Minister of Industry Donville Inniss today issued a strong warning to hoteliers who are set to receive significant concessions from Government.
He informed them that they would be carefully watched to ensure they effectively utilize the arrangement.
“The state cannot forego this level of revenue and not expect that, on the other hand, hoteliers pull their weight and invest . . . . Let me say they will be carefully watched,” Minister Inniss cautioned this afternoon during debate in Parliament on amendments to the.Tourism Development Act
“We cannot say to a hotelier ‘you get these duty-free concessions and then you decide that the extra money you’re making now that you’re going to buy a ranch in Argentina or a villa somewhere in Spain’. It is not going to happen. We expect that you would make the level of investment back into your plant and equipment, hire additional Barbadians wherever possible and certainly help to make a more meaningful contribution to the marketing of Barbados as a destination.”

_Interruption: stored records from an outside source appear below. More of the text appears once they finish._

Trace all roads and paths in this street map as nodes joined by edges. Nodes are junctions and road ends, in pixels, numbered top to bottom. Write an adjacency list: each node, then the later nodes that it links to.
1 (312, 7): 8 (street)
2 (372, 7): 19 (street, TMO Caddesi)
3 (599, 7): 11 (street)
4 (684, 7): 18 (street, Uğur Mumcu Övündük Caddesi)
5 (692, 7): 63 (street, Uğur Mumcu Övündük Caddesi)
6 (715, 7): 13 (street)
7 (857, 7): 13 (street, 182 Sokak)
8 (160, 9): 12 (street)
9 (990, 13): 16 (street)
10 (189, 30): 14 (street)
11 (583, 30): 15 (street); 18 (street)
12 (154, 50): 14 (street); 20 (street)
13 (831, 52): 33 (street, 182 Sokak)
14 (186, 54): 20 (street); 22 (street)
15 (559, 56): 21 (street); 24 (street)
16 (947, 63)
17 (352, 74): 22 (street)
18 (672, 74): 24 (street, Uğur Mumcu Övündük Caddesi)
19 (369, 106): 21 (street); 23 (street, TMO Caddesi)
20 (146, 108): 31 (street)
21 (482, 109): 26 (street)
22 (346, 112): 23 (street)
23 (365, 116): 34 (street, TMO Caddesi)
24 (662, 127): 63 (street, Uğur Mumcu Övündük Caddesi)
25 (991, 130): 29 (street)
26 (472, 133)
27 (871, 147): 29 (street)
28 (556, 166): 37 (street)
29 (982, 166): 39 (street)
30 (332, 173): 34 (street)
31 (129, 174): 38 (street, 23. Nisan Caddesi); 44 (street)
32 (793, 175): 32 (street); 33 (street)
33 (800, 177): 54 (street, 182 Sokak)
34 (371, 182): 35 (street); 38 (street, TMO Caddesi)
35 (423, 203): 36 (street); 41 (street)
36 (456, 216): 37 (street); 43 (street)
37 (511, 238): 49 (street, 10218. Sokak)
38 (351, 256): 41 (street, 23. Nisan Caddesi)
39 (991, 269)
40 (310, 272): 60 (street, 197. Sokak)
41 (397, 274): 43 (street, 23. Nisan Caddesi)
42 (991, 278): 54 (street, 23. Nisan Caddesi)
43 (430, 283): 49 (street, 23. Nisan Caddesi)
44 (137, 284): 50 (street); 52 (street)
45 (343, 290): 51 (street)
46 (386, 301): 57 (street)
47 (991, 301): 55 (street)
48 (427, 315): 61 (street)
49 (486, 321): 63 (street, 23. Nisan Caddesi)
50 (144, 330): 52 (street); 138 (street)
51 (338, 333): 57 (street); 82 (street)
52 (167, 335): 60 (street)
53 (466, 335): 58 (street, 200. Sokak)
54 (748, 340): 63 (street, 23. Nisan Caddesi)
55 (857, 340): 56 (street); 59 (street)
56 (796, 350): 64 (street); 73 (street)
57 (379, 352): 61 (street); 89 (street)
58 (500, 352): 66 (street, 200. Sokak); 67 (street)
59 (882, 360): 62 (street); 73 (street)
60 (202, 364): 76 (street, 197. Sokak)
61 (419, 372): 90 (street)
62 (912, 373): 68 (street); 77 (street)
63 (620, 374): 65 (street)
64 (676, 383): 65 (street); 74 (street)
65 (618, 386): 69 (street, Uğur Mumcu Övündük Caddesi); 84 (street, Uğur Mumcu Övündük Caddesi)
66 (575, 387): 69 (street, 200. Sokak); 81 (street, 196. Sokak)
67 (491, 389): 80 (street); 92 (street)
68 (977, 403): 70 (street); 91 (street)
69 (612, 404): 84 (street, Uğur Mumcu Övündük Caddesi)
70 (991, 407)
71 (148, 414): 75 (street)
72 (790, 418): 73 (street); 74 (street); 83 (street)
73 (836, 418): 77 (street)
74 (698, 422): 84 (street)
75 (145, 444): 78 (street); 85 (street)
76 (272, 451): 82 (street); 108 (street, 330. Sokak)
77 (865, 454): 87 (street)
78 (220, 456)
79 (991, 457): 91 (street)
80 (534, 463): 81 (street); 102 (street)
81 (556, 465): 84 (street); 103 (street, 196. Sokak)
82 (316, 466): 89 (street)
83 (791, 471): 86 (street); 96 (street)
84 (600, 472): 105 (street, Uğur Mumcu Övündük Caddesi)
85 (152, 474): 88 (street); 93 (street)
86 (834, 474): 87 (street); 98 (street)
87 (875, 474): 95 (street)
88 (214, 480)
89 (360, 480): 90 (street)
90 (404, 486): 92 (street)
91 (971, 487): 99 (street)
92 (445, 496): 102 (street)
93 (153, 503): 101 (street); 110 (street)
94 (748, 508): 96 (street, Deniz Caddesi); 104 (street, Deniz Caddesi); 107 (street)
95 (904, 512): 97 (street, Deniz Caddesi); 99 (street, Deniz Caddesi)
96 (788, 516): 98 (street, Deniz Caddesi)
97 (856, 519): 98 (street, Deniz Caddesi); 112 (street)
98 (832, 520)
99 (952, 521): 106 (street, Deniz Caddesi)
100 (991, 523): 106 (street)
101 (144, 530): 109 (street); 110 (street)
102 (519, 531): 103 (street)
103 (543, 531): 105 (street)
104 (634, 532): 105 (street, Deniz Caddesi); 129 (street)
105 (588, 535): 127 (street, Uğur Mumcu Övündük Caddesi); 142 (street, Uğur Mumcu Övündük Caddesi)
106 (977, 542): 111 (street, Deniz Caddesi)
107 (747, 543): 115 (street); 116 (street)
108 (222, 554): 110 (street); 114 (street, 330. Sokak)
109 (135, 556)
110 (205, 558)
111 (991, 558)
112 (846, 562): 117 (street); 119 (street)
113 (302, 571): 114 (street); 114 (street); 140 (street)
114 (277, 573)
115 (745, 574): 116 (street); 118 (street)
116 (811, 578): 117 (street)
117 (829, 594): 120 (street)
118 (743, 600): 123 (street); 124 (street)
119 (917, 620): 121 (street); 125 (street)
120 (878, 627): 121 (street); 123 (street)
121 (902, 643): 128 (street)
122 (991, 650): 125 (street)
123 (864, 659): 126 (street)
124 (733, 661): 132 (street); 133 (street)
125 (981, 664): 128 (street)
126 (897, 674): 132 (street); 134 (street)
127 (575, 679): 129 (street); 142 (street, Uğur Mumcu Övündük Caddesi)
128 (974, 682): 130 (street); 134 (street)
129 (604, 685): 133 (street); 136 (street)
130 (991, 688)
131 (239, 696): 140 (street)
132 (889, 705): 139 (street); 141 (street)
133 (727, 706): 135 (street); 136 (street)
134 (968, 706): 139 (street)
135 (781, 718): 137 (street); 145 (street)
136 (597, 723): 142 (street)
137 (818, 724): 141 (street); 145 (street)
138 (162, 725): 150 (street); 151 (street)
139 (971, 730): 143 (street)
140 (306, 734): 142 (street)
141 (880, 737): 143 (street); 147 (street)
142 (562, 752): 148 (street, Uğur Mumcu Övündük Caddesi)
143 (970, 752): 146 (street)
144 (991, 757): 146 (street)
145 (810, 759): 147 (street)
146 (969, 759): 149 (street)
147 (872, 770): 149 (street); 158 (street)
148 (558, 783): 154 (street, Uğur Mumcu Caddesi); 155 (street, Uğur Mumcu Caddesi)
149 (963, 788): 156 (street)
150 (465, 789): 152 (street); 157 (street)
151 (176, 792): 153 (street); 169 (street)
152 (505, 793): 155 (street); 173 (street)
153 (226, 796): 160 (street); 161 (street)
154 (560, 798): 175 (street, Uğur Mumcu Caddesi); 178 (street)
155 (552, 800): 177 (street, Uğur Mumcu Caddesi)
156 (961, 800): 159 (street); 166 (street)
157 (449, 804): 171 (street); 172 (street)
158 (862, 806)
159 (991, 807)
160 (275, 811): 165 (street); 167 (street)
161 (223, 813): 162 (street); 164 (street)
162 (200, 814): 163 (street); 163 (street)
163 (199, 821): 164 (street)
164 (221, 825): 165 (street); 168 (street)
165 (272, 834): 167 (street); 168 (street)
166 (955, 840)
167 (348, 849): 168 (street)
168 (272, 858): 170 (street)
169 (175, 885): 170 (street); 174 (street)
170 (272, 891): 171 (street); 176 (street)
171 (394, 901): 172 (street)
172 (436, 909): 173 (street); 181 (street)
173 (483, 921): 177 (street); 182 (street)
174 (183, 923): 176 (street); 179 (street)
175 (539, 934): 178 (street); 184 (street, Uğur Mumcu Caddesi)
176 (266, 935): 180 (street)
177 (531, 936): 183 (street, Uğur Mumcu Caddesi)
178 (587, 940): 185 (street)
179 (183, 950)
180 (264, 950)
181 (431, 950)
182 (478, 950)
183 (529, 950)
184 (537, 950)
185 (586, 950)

He said that the concessions for local properties were not expected to result in increased room rates but should improve the product offering to visitors.
Inniss went on to defend the wide-ranging concessions granted to the Sandals Group – tax breaks that had sparked complaints from owners of local properties who said they created an uneven playing field. Government subsequently agreed to give indigenous hoteliers similar incentives.
Inniss insisted that Barbados had already seen tremendous foreign direct investment in the tourism sector as a result of the Sandals concessions.
“I hope that the other hoteliers in this country who are about to get the similar benefits in terms of duty-free concessions are able, in short order, to make the level of investment in their own plant and equipment that will bring it up to international standards,” the Minister said.
He also had high praise for representatives of the Barbados Manufacturers’ Association, the Barbados Agricultural Society, the Barbados Hotel and Tourism Association and the Intimate Hotels of Barbados which all signed an MOU earlier this month that paved the way for the purchase of local produce and products.
“Nobody was asking for a handout . . . . They [the groups] simply said the Government is offering these concessions to the hotel sector and therefore they want the opportunity to be given the chance to compete with whatever is coming in here,” Inniss added.